以下为了方便介绍,将能开端口的称为服务器端,连接上来的称为客户端。
1.前置
更新源和安装wireguard,似乎是Debian12以后安装wireguard会自动安装wireguard-tools,不过为了方便,都写上吧
apt update
apt install wireguard wireguard-tools -y
编辑开启IP转发,如果需要通过服务器向外部访问数据得开启转发。
如果只是两台机器连接在一起,当成一个路由器下的内网使用,似乎是不用开
nano /etc/sysctl.conf
net.ipv4.ip_forward=1
sysctl -p
2.先到服务器端生成公私钥。再到客户端鸡上生成公私钥。
wg genkey | tee privatekey | wg pubkey > publickey
本文不会使用PresharedKey(预共享密钥),这是个可选项。
使用后,相当于加密安全等级更高,可以提供后量子密码学的安全性。建议先折腾完能使用后,再折腾预共享密钥,预共享密钥需要服务端为每个客户端都生成公私钥,第一次弄可能会直接被绕晕。
3.服务端配置
[Interface]
Address = 10.0.8.1/24 #为这台服务器手动选择一个IP,并且确定好子网掩码
#SaveConfig = true #自动更新保存你的iptables和其他配置到你的此文件中,
ListenPort = 51820 #服务器端的监听端口,客户端会连接到这个端口上
MTU = 1340 #可选项,有些网卡必须调低MTU才能连接上,大部分不需要
PrivateKey = gK9K5Obfv29FY5oVjr8jeAcSEpW8sBCBZKvG8UcykUI= #服务器端的私钥(privatekey)
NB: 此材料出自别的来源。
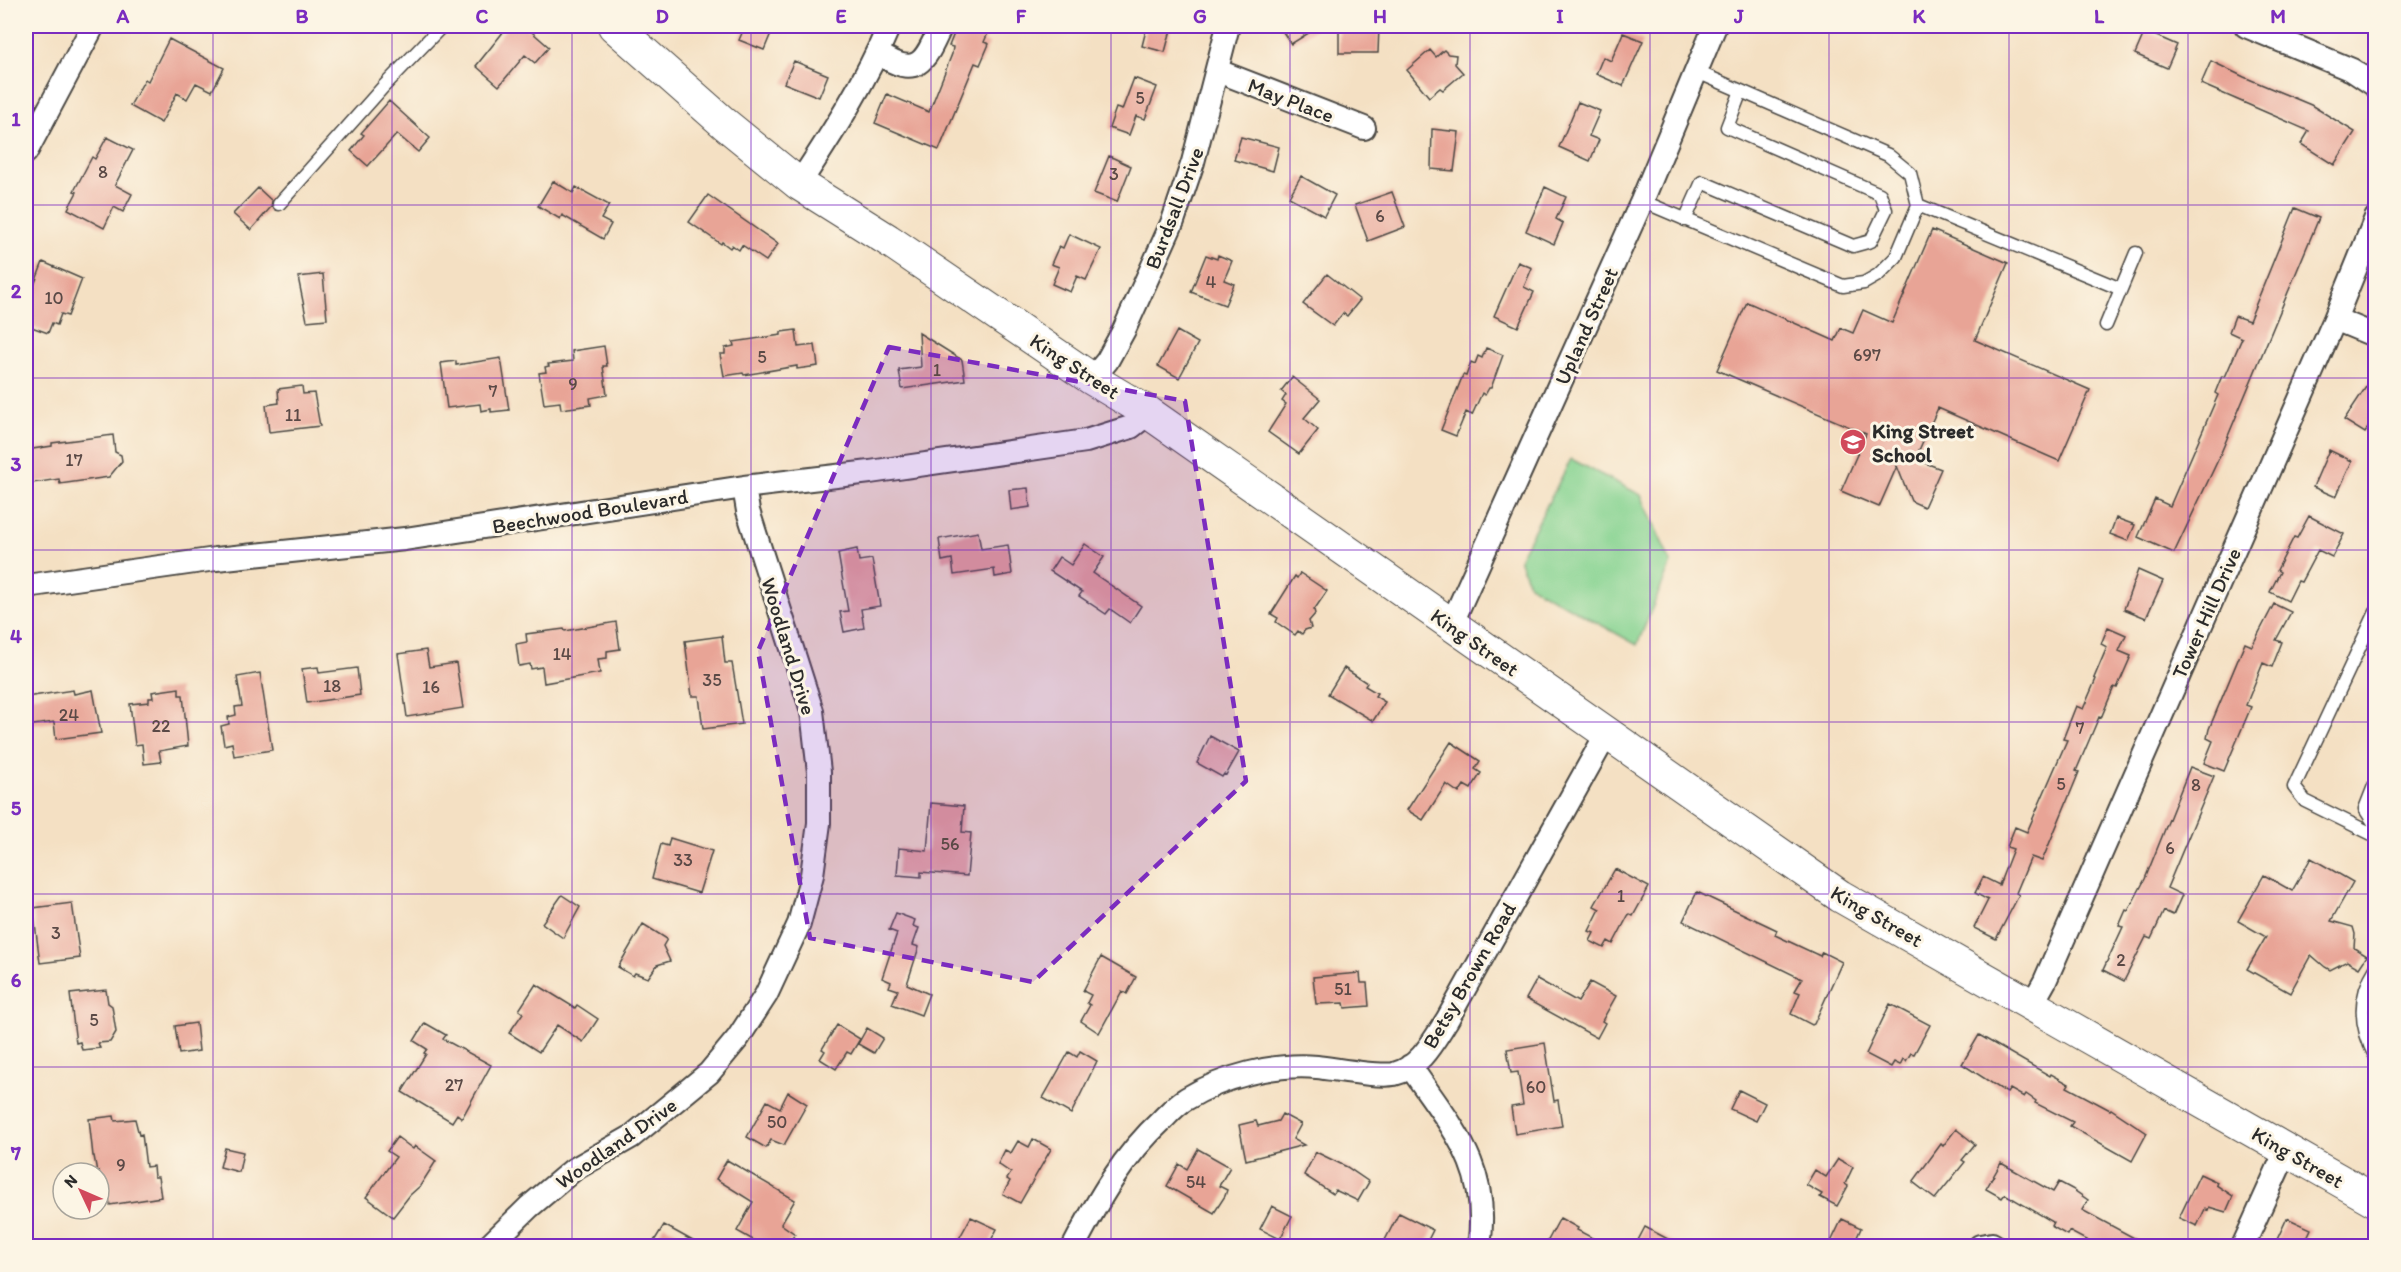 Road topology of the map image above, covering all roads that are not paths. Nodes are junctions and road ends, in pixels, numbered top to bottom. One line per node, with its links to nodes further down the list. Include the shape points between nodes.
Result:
1 (93, 26): 15 (street)
2 (442, 26): 18 (lane)
3 (614, 26): 16 (main road, King Street)
4 (889, 26): 9 (street)
5 (941, 26): 9 (street, via 919,63 894,64)
6 (1228, 26): 10 (street, Burdsall Drive)
7 (1715, 26): 11 (street, Upland Street)
8 (2246, 26): 12 (street, via 2352,70)
9 (878, 52): 16 (street, via 846,114)
10 (1218, 71): 14 (street, May Place); 27 (street, Burdsall Drive, via 1194,162 1173,221 1124,330)
11 (1695, 71): 13 (lane); 17 (street, Upland Street)
12 (2376, 86)
13 (1741, 91): 19 (lane, via 1888,155 1910,173); 21 (lane, via 1727,127 1880,194 1886,210 1871,240 1853,246 1702,182)
14 (1364, 128)
15 (26, 152)
16 (798, 184): 27 (main road, King Street, via 888,240)
17 (1642, 201): 21 (lane); 32 (street, Upland Street)
18 (279, 204)
19 (1918, 205): 21 (lane, via 1896,257 1864,283 1843,286); 23 (lane)
20 (2376, 218): 24 (street, Tower Hill Drive)
21 (1685, 220)
22 (2136, 253): 23 (lane)
23 (2121, 289): 25 (lane)
24 (2335, 320): 26 (street); 38 (street, Tower Hill Drive)
25 (2106, 325)
26 (2376, 336)
27 (1092, 379): 28 (main road, King Street)
28 (1149, 413): 29 (street, Beechwood Boulevard, via 1131,427 1086,441); 32 (main road, King Street)
29 (744, 487): 30 (street, Beechwood Boulevard, via 405,539 216,559); 43 (street, Woodland Drive, via 748,511 812,711 819,772 819,823 812,875 799,924 766,995 709,1073 631,1137 573,1170)
30 (26, 586)
31 (2376, 612): 36 (lane, via 2294,788 2305,801)
32 (1451, 625): 33 (main road, King Street)
33 (1606, 735): 38 (main road, King Street, via 1840,896); 40 (street, Betsy Brown Road, via 1447,1020 1426,1053)
34 (2376, 781): 35 (lane, via 2365,809)
35 (2376, 826)
36 (2376, 836)
37 (2376, 968): 39 (lane, via 2367,981 2361,1010 2366,1039)
38 (2031, 1006): 41 (main road, King Street)
39 (2376, 1058)
40 (1410, 1066): 44 (street, Betsy Brown Road, via 1394,1074 1303,1066 1246,1075 1202,1089 1145,1136 1117,1171); 45 (street, via 1465,1148 1475,1172 1482,1223)
41 (2286, 1151): 42 (main road, King Street); 46 (street)
42 (2376, 1201)
43 (489, 1246)
44 (1074, 1246)
45 (1479, 1246)
46 (2243, 1246)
PostUp = iptables -A FORWARD -i %i -j ACCEPT; iptables -t nat -A POSTROUTING -o eth0 -j MASQUERADE
PostDown = iptables -D FORWARD -i %i -j ACCEPT; iptables -t nat -D POSTROUTING -o eth0 -j MASQUERADE
[Peer]
PublicKey = pH0ox/1VZLp7nioZXX7U6/p4Zb6/oOHi7nJSVTk6Yg4= 客户端上生成的公钥(publickey)
AllowedIPs = 10.0.8.3/32
客户端
[Interface]
Address = 10.0.8.3/24 #为这台服务器手动选择一个IP,并且确定好子网掩码
DNS = 223.5.5.5 #运行后会自动更改你的/etc/resolv.conf,关闭后恢复
MTU = 1340 #可选项,有些网卡必须调低MTU才能连接上,大部分不需要
ListenPort = 51820 #服务器端的监听端口,客户端会连接到这个端口上。只做客户端可以删去
PrivateKey = kPumWqONMDSFgQOlQAdi7ic2ABsi1UKae4upbpSZI1I= #本机的私钥(privatekey)
[Peer]
PublicKey = jpwqwAs8ir2se065D81+JfWA6kajedqKts8+J0HI0g4= #服务器上生成的公钥(publickey)
AllowedIPs = 0.0.0.0/0
#非常重要的一个配置,一定要充分理解这个选项的含义。
#0.0.0.0/0代表将你网卡上的所有IPv4流量都通过 VPN 隧道转发到服务器端上,相当于通常意义上我们VPN开启了全局代理访问。
#一单你使用了该选项,你会无法从外网直接访问你的VPS(如SSH连接会直接断开),直接失联。
#如果像服务器端那样 写成AllowedIPs = 10.0.8.1/32,则相当于当成一个路由器下的内网连接在一起。
#AllowedIPs代表的含义是你允许哪些IP/IP段通过VPN隧道穿透到服务器端。
PersistentKeepalive = 25
Endpoint = 82.25.47.59:51820 #服务器端的IP和端口
至此两台服务器已经连接在一起了。
如果你需要3台及其以上的服务器,互相直接连接,需要每台服务器上的[Peer]都得写一遍,具体可以随便往上找个配置示例看一下。